=== Section Start ===
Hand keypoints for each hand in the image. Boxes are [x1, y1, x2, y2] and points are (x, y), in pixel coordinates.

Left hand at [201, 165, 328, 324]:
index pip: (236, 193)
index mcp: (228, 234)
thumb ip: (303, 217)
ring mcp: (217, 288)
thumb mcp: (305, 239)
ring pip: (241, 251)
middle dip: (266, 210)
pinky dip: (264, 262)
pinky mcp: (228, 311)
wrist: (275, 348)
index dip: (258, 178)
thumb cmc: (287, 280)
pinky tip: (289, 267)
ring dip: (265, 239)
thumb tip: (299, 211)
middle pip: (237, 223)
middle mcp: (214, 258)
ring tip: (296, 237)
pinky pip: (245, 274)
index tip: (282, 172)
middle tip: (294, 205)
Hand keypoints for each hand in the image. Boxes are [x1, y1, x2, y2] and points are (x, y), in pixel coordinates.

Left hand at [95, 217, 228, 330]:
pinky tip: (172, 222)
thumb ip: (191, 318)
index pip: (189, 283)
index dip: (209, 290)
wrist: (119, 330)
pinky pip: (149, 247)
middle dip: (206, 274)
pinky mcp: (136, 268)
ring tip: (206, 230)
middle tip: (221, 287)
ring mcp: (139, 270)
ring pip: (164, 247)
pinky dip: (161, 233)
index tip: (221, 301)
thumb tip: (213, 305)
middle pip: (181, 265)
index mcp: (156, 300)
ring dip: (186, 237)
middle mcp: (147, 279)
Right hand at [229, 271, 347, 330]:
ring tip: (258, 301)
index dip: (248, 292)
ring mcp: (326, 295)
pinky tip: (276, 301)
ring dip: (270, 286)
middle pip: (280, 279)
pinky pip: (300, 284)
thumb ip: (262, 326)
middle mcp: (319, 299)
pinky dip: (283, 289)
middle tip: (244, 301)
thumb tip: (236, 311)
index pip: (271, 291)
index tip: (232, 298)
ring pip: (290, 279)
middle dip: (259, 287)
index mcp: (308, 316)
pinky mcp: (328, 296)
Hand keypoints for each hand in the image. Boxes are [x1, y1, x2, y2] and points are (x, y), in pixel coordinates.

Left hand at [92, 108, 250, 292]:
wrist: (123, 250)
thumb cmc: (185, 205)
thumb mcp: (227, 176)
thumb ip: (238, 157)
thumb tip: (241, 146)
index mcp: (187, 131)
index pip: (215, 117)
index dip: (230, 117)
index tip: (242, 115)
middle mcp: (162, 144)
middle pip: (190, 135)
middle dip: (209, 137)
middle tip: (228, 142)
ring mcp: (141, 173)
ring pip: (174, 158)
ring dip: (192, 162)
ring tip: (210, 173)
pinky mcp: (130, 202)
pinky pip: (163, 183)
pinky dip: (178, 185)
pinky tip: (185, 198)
=== Section End ===
● **Problem to solve**
In the entries above, find the line with "pinky dip: (264, 262)" and the line with "thumb tip: (213, 305)", then set down exactly those two and every line between them, nothing else.

● **Task answer**
pinky dip: (264, 262)
pinky mcp: (228, 311)
wrist: (275, 348)
index dip: (258, 178)
thumb cmc: (287, 280)
pinky tip: (289, 267)
ring dip: (265, 239)
thumb tip: (299, 211)
middle pip: (237, 223)
middle mcp: (214, 258)
ring tip: (296, 237)
pinky pip: (245, 274)
index tip: (282, 172)
middle tip: (294, 205)
Hand keypoints for each hand in the image. Boxes are [x1, y1, x2, y2] and points are (x, y), in pixel coordinates.

Left hand at [95, 217, 228, 330]:
pinky tip: (172, 222)
thumb ip: (191, 318)
index pip: (189, 283)
index dip: (209, 290)
wrist: (119, 330)
pinky pip: (149, 247)
middle dip: (206, 274)
pinky mcp: (136, 268)
ring tip: (206, 230)
middle tip: (221, 287)
ring mcp: (139, 270)
ring pip: (164, 247)
pinky dip: (161, 233)
index tip: (221, 301)
thumb tip: (213, 305)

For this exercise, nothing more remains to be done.